> **What the task requires**:
From the first line to the last, repeat the records exactly and skip the pictures.

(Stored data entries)
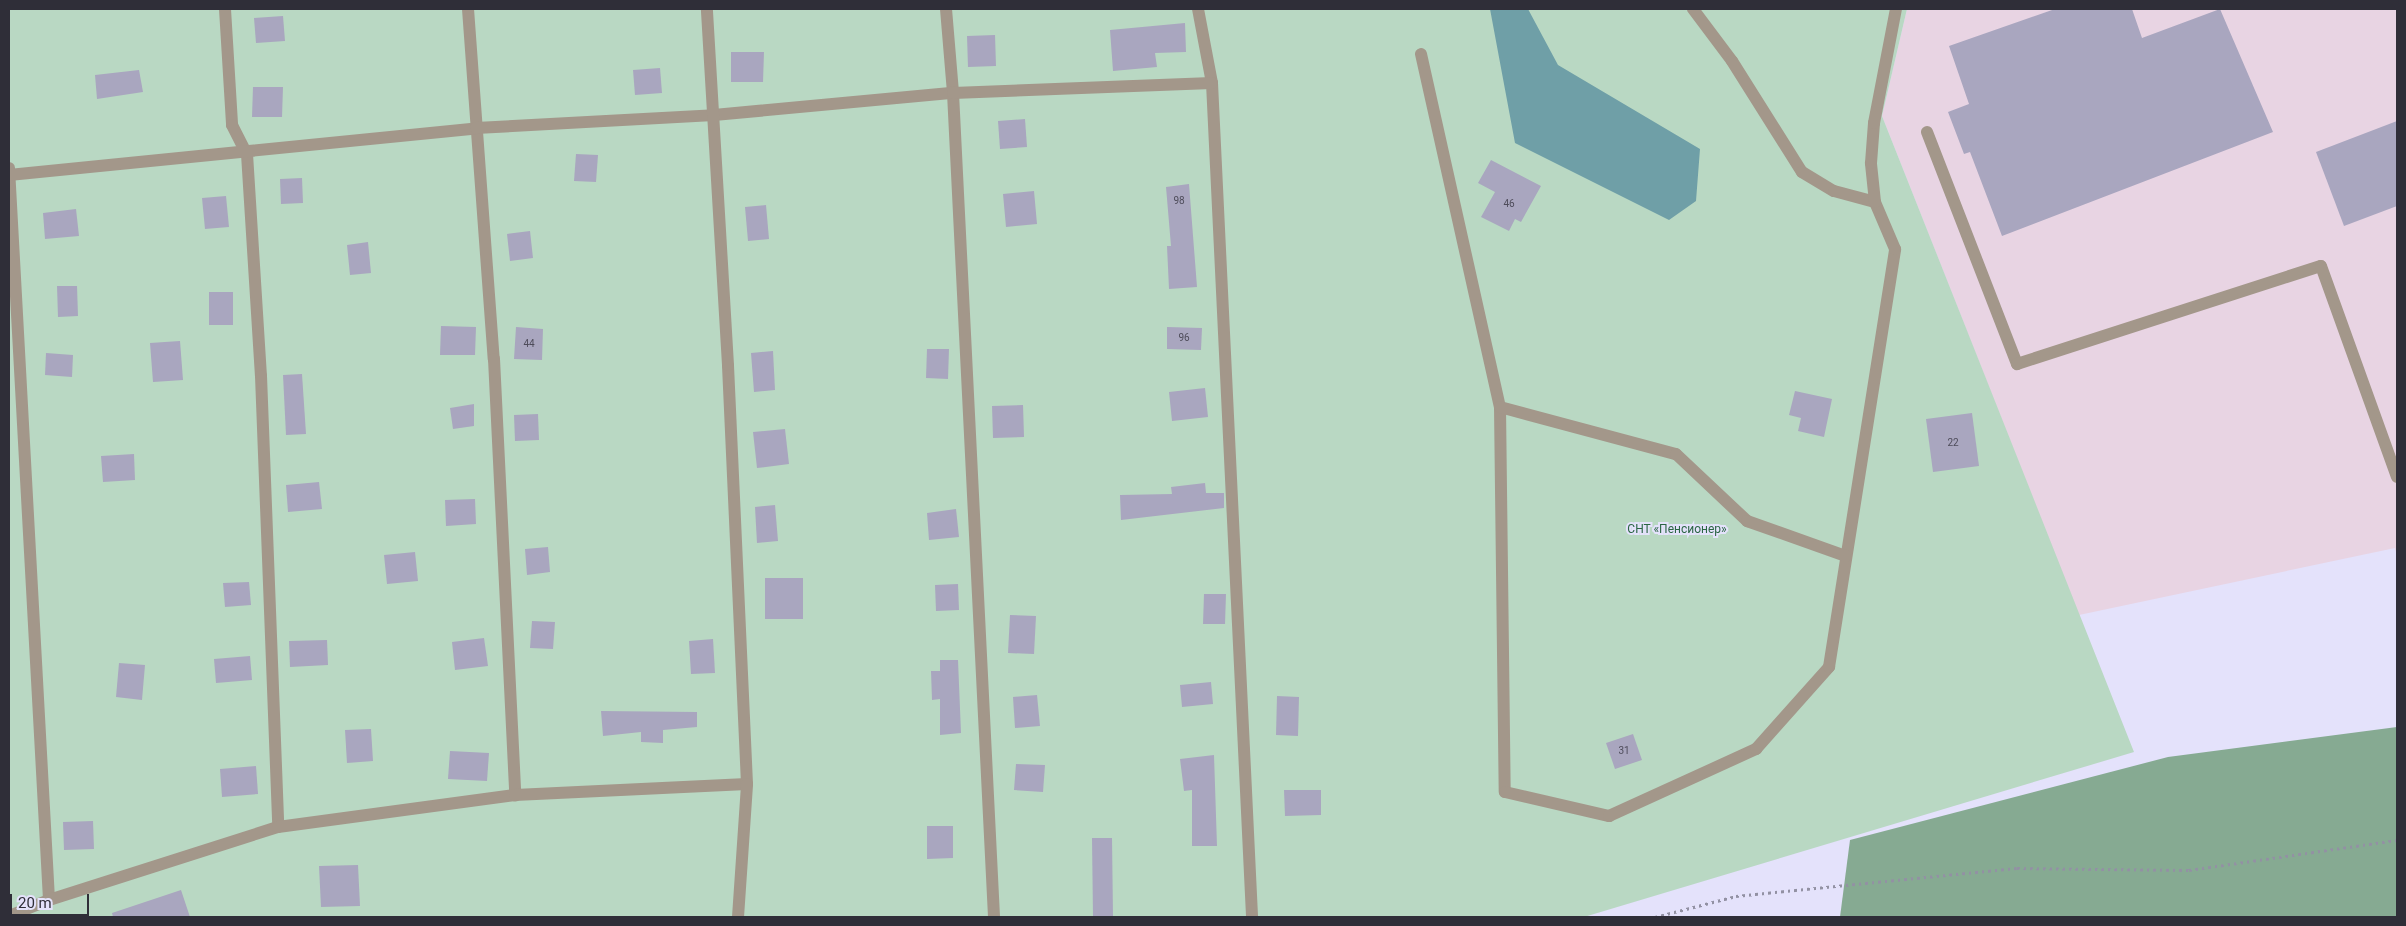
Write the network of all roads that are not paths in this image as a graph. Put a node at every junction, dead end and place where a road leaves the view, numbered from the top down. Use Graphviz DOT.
graph roads {
  1 [pos="225,9"];
  2 [pos="468,9"];
  3 [pos="707,9"];
  4 [pos="946,9"];
  5 [pos="1198,9"];
  6 [pos="1693,9"];
  7 [pos="1896,9"];
  8 [pos="1421,54"];
  9 [pos="1212,83"];
  10 [pos="953,93"];
  11 [pos="714,115"];
  12 [pos="476,128"];
  13 [pos="1927,132"];
  14 [pos="247,154"];
  15 [pos="9,168"];
  16 [pos="9,175"];
  17 [pos="1875,202"];
  18 [pos="1500,407"];
  19 [pos="2397,477"];
  20 [pos="1846,556"];
  21 [pos="747,784"];
  22 [pos="515,795"];
  23 [pos="278,827"];
  24 [pos="49,900"];
  25 [pos="9,916"];
  26 [pos="738,917"];
  27 [pos="994,917"];
  28 [pos="1252,917"];
  1 -- 14 [label="street"];
  2 -- 12 [label="street"];
  3 -- 11 [label="street"];
  4 -- 10 [label="street"];
  5 -- 9 [label="street"];
  6 -- 17 [label="street"];
  7 -- 17 [label="street"];
  8 -- 18 [label="street"];
  9 -- 10 [label="street"];
  9 -- 28 [label="street"];
  10 -- 11 [label="street"];
  10 -- 27 [label="street"];
  11 -- 12 [label="street"];
  11 -- 21 [label="street"];
  12 -- 14 [label="street"];
  12 -- 22 [label="street"];
  13 -- 19 [label="street"];
  14 -- 16 [label="street"];
  14 -- 23 [label="street"];
  15 -- 16 [label="street"];
  16 -- 24 [label="street"];
  17 -- 20 [label="street"];
  18 -- 20 [label="street"];
  18 -- 20 [label="street"];
  21 -- 22 [label="street"];
  21 -- 26 [label="street"];
  22 -- 23 [label="street"];
  23 -- 24 [label="street"];
  24 -- 25 [label="street"];
}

> **Exercise output**:
Write the network of all roads that are not paths in this image as a graph. Put a node at every junction, dead end and place where a road leaves the view, numbered from the top down. Use Graphviz DOT.
graph roads {
  1 [pos="225,9"];
  2 [pos="468,9"];
  3 [pos="707,9"];
  4 [pos="946,9"];
  5 [pos="1198,9"];
  6 [pos="1693,9"];
  7 [pos="1896,9"];
  8 [pos="1421,54"];
  9 [pos="1212,83"];
  10 [pos="953,93"];
  11 [pos="714,115"];
  12 [pos="476,128"];
  13 [pos="1927,132"];
  14 [pos="247,154"];
  15 [pos="9,168"];
  16 [pos="9,175"];
  17 [pos="1875,202"];
  18 [pos="1500,407"];
  19 [pos="2397,477"];
  20 [pos="1846,556"];
  21 [pos="747,784"];
  22 [pos="515,795"];
  23 [pos="278,827"];
  24 [pos="49,900"];
  25 [pos="9,916"];
  26 [pos="738,917"];
  27 [pos="994,917"];
  28 [pos="1252,917"];
  1 -- 14 [label="street"];
  2 -- 12 [label="street"];
  3 -- 11 [label="street"];
  4 -- 10 [label="street"];
  5 -- 9 [label="street"];
  6 -- 17 [label="street"];
  7 -- 17 [label="street"];
  8 -- 18 [label="street"];
  9 -- 10 [label="street"];
  9 -- 28 [label="street"];
  10 -- 11 [label="street"];
  10 -- 27 [label="street"];
  11 -- 12 [label="street"];
  11 -- 21 [label="street"];
  12 -- 14 [label="street"];
  12 -- 22 [label="street"];
  13 -- 19 [label="street"];
  14 -- 16 [label="street"];
  14 -- 23 [label="street"];
  15 -- 16 [label="street"];
  16 -- 24 [label="street"];
  17 -- 20 [label="street"];
  18 -- 20 [label="street"];
  18 -- 20 [label="street"];
  21 -- 22 [label="street"];
  21 -- 26 [label="street"];
  22 -- 23 [label="street"];
  23 -- 24 [label="street"];
  24 -- 25 [label="street"];
}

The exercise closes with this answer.